>>>>

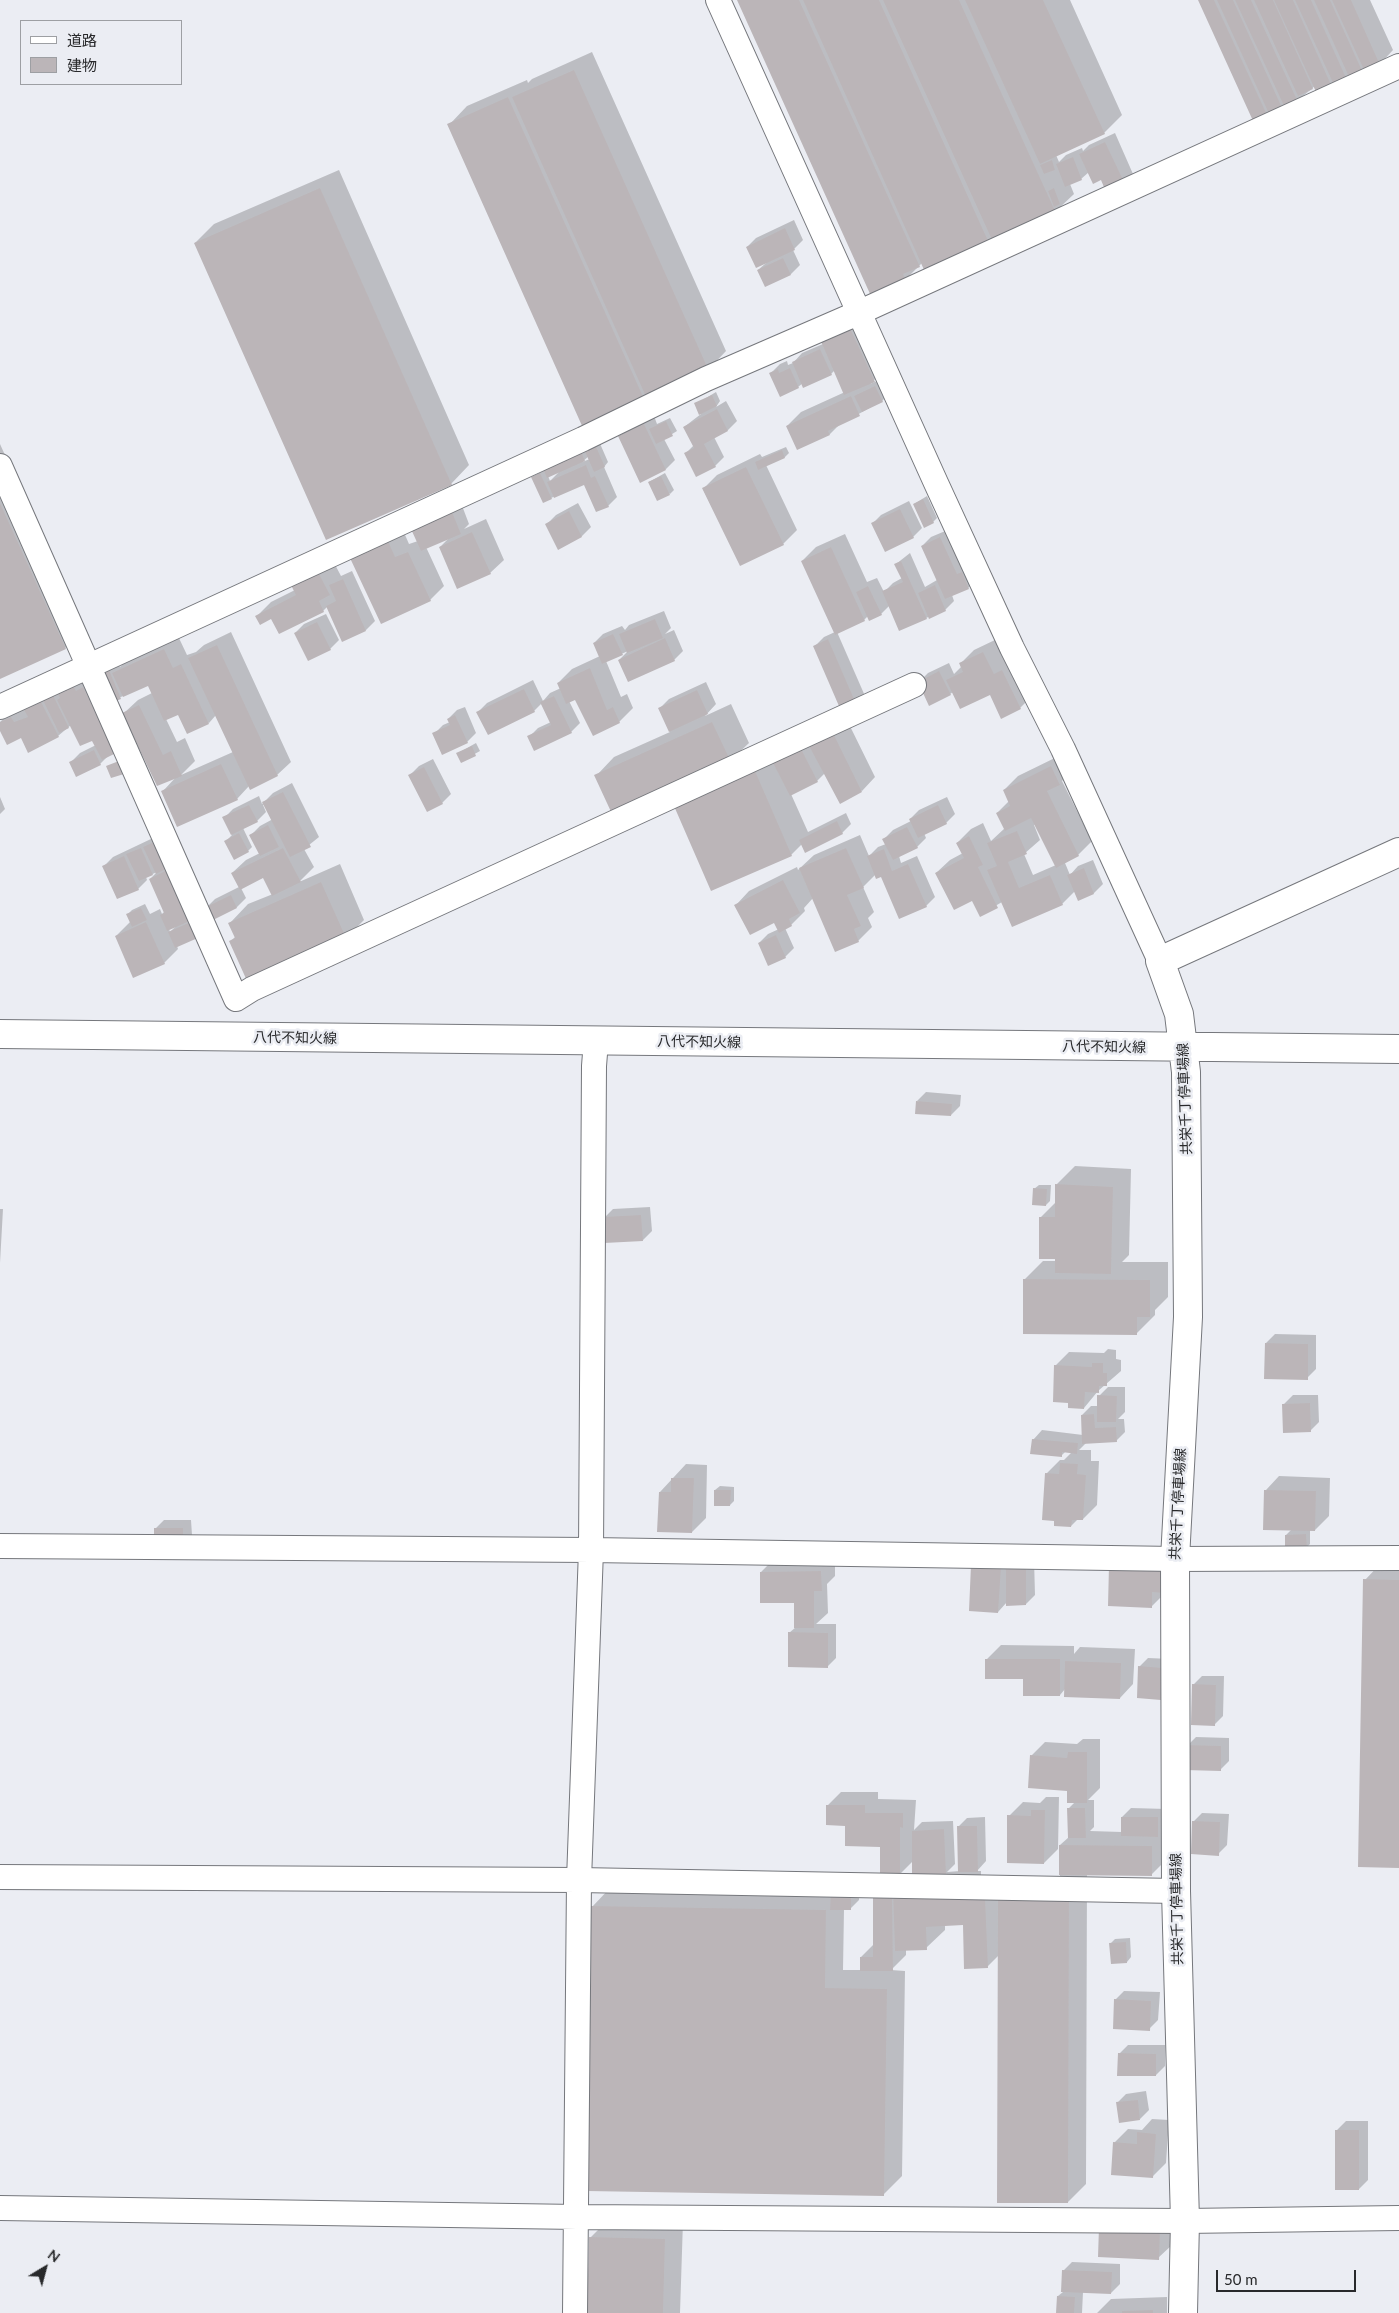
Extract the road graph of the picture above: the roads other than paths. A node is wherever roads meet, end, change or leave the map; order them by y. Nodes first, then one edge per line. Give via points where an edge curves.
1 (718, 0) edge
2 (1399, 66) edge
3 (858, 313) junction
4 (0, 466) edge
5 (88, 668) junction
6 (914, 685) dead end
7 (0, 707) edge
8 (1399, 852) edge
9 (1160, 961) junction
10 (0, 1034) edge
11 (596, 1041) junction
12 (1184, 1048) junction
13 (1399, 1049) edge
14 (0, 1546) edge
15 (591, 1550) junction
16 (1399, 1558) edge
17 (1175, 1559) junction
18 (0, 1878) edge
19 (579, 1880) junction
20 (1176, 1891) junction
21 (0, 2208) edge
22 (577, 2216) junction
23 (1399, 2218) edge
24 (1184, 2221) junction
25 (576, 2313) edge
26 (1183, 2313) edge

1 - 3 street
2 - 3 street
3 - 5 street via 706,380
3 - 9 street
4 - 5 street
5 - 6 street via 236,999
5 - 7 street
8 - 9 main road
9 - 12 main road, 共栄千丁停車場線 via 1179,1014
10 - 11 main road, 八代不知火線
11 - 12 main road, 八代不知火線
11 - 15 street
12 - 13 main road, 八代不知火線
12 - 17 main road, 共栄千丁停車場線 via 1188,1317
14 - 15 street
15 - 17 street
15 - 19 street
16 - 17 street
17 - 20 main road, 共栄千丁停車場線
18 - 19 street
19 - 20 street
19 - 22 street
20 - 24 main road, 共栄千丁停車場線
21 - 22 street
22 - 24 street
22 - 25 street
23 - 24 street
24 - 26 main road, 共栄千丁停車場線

<<<<

Task brief :: Print the whole listing above exactly, and keep every picture out of the copy.

Task answer ::
Extract the road graph of the picture above: the roads other than paths. A node is wherever roads meet, end, change or leave the map; order them by y. Nodes first, then one edge per line. Give via points where an edge curves.
1 (718, 0) edge
2 (1399, 66) edge
3 (858, 313) junction
4 (0, 466) edge
5 (88, 668) junction
6 (914, 685) dead end
7 (0, 707) edge
8 (1399, 852) edge
9 (1160, 961) junction
10 (0, 1034) edge
11 (596, 1041) junction
12 (1184, 1048) junction
13 (1399, 1049) edge
14 (0, 1546) edge
15 (591, 1550) junction
16 (1399, 1558) edge
17 (1175, 1559) junction
18 (0, 1878) edge
19 (579, 1880) junction
20 (1176, 1891) junction
21 (0, 2208) edge
22 (577, 2216) junction
23 (1399, 2218) edge
24 (1184, 2221) junction
25 (576, 2313) edge
26 (1183, 2313) edge

1 - 3 street
2 - 3 street
3 - 5 street via 706,380
3 - 9 street
4 - 5 street
5 - 6 street via 236,999
5 - 7 street
8 - 9 main road
9 - 12 main road, 共栄千丁停車場線 via 1179,1014
10 - 11 main road, 八代不知火線
11 - 12 main road, 八代不知火線
11 - 15 street
12 - 13 main road, 八代不知火線
12 - 17 main road, 共栄千丁停車場線 via 1188,1317
14 - 15 street
15 - 17 street
15 - 19 street
16 - 17 street
17 - 20 main road, 共栄千丁停車場線
18 - 19 street
19 - 20 street
19 - 22 street
20 - 24 main road, 共栄千丁停車場線
21 - 22 street
22 - 24 street
22 - 25 street
23 - 24 street
24 - 26 main road, 共栄千丁停車場線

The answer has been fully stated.